Nearly 2 years ago, I wrote a letter for my school lit. journal with the response to the question: If you could write a letter to the person that you’ll spend the rest of your life with, what would you say? I pondered this and pondered this and composed a letter about change and undying love. Looking back at it now, I realized that I would’ve written something entirely different had I written this at a different point in time. So, here is a follow-up letter to my original one.
Read the original I wrote for this letter to make sense: http://i13.eportalnow.net/kessel-kayla–to-have-and-to-hold-ramstein-hs–short-prose.html
Dear Future Husband,
So much has changed since the last time I wrote. Two years and I’ve already grown from the person I used to be. I’m sure you’ve grown too. It’s funny how that works, isn’t it? One day you wake up and you’re more different than you’ve ever been. You almost don’t recognize the person you are in the mirror. It’s the same face, but you’re unlike the person that you once knew.
Over the past two years, I have come to realize that my last letter, while well-intentioned, was a little naïve. You see, love is not that burning candle that never goes out as I once believed. That does true love no justice. Rather, love is an intangible and incomparable phenomenon. I won’t even attempt to explain it but to say that love is not the candle or the flame. Love is the thing that re-ignites and feeds that candle after it has blown out.
So, on that note, there are some things you need to know about me, things that could blow out our candle. Even if I say otherwise, I am the jealous type. I am not the neurotic, over reactive jealous type though, so you don’t have to worry about that. I sometimes get upset over the small, petty things. Sometimes they just get to me. If you tell me something, I will usually take it to heart.
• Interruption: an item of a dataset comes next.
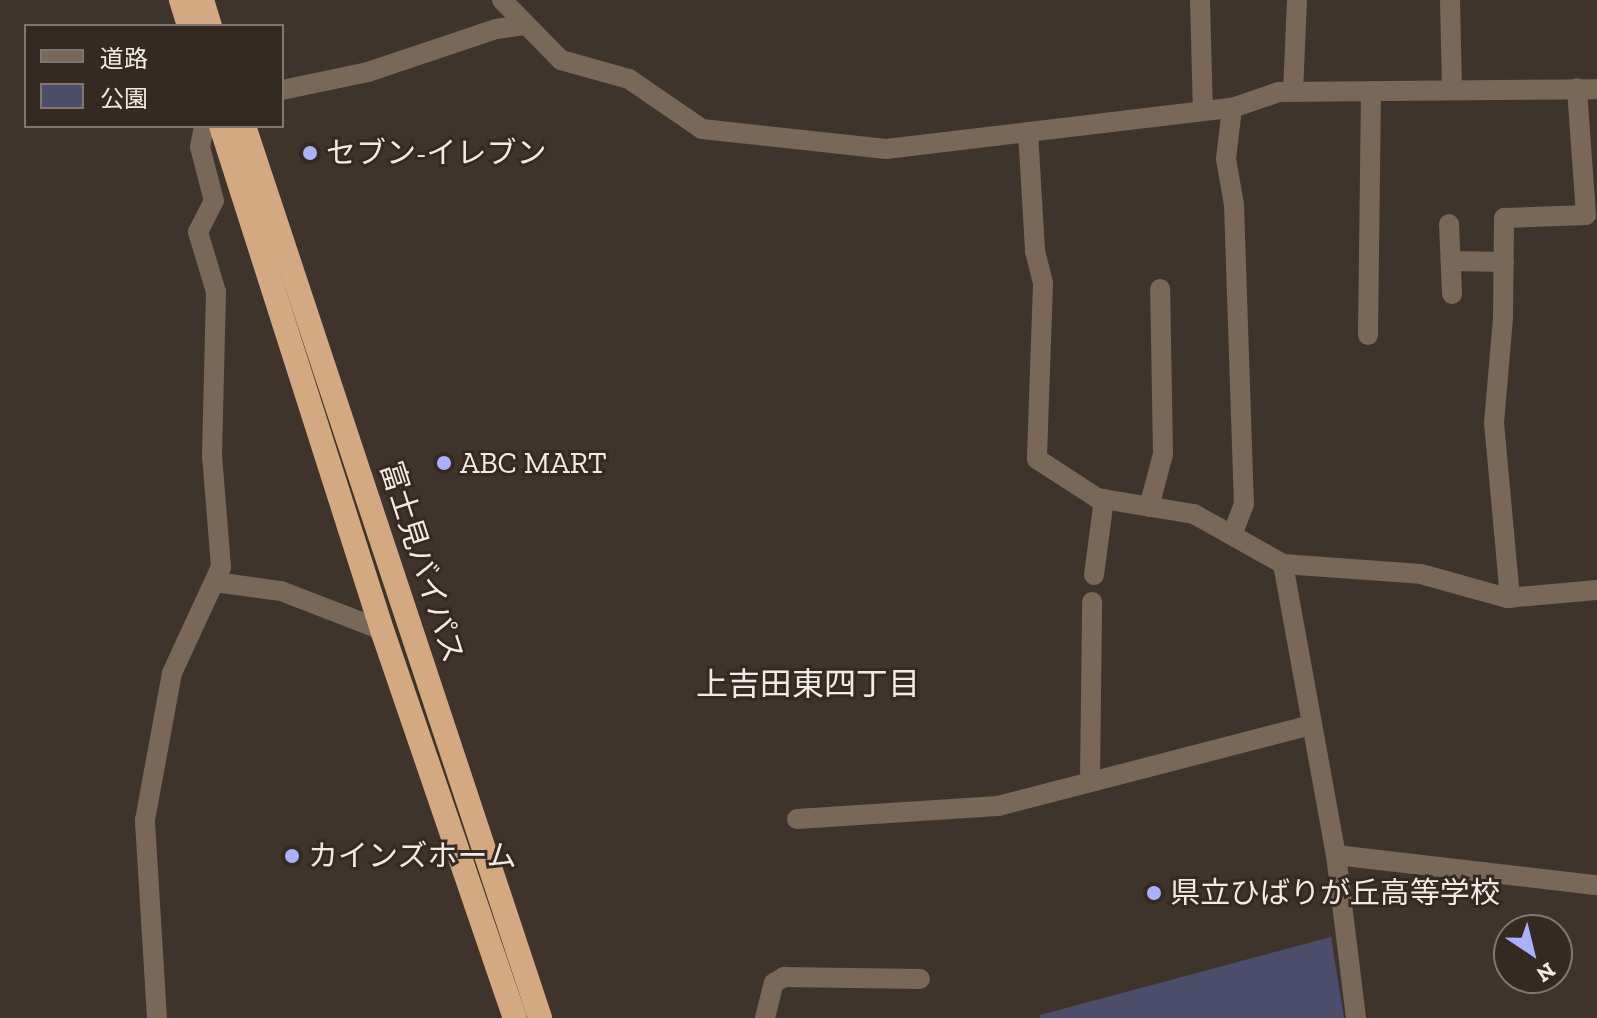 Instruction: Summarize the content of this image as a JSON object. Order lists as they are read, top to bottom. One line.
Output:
{"streets":{"highway":["富士見バイパス"]},"districts":["上吉田東四丁目"],"places":["セブン-イレブン","ABC MART","カインズホーム","県立ひばりが丘高等学校"],"legend":["道路","公園"],"north":"bottom right"} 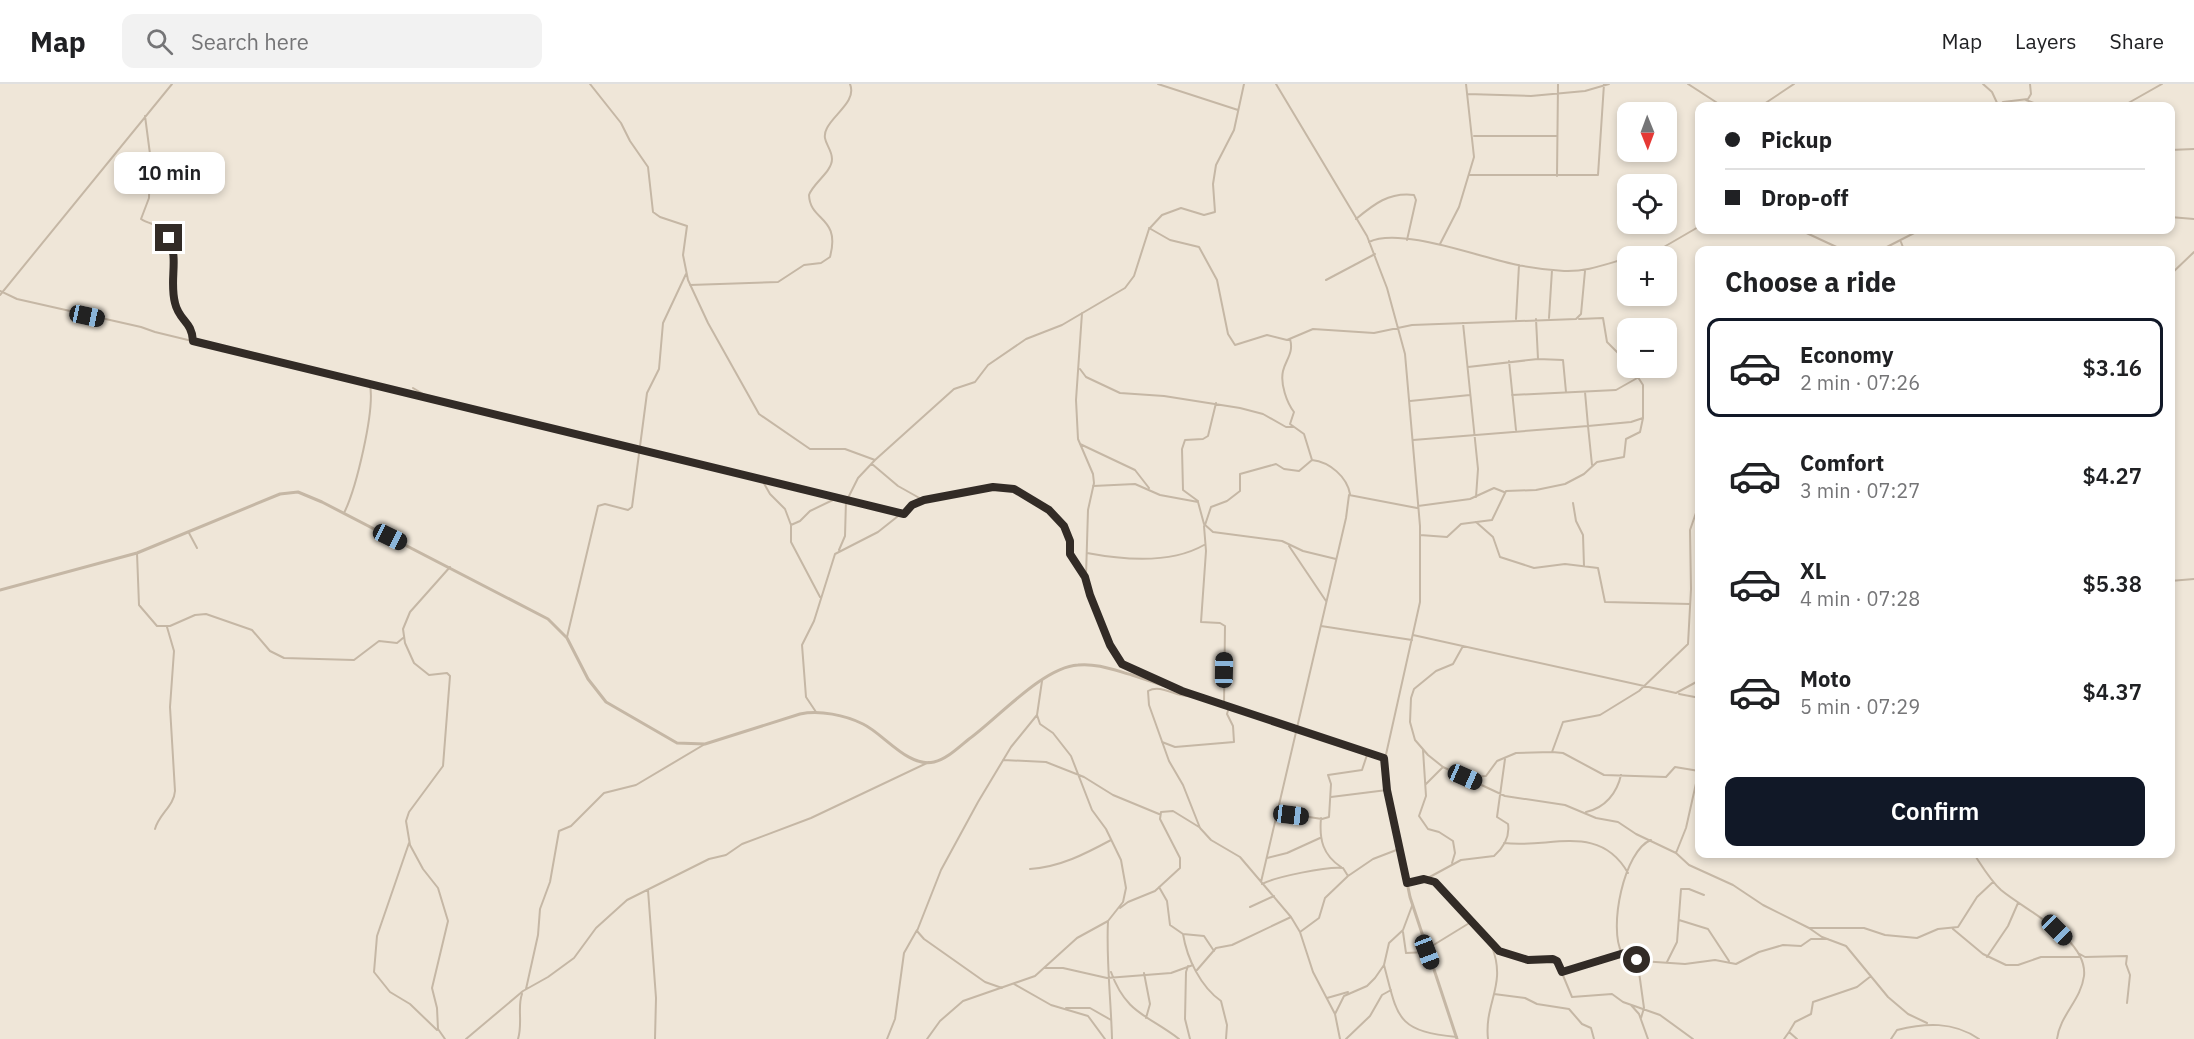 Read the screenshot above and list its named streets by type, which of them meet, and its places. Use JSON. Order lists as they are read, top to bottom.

Believe me when I say that I’ll remember most of the things that you say to me. Also, I may act like things don’t bother me, but usually they’re replaying in my mind. Yes, I’m presumptuous and will think things through about a million times with every possible scenario. I sometimes can be a bit selfish, but I try to keep that in check. I am pretty indecisive as well. There are definitely times I will be pigheaded and stubborn and you just won’t want to deal with me. So yeah, that’s the worst of me. Hopefully you’ll love me enough to put up with my craziness. After all, you’re going to marry me. If you don’t know this already, I’d be shocked.
And, here’s the thing, I don’t expect or want you to be a prince charming or a knight in shining armour. I don’t need saving. I am strong and usually pretty independent. Instead, I want someone to be by my side through it all. I want someone who isn’t going to give up on me because I can be stupid and insecure sometimes. I want someone who will love me for my flaws. And I’d be shocked if you don’t expect the same out of me. Because that’s what a relationship is. It’s give and take. It’s fixing the problems not placing blame. It’s being able to say I’m sorry when you know you’re in the wrong and being able to forgive.
So, I’m sorry. These letters are really all a product of my speculation and presumptuousness. Maybe this is all me being neurotic and over-thinking. Heck, these letters are even assuming I even get married someday. But, someday, if I am married to you, if you ever see these letters, know that I meant every word of both of them. I will be loyal and dedicated to you. I will love you with all my heart. And I won’t give up as long as you still want me.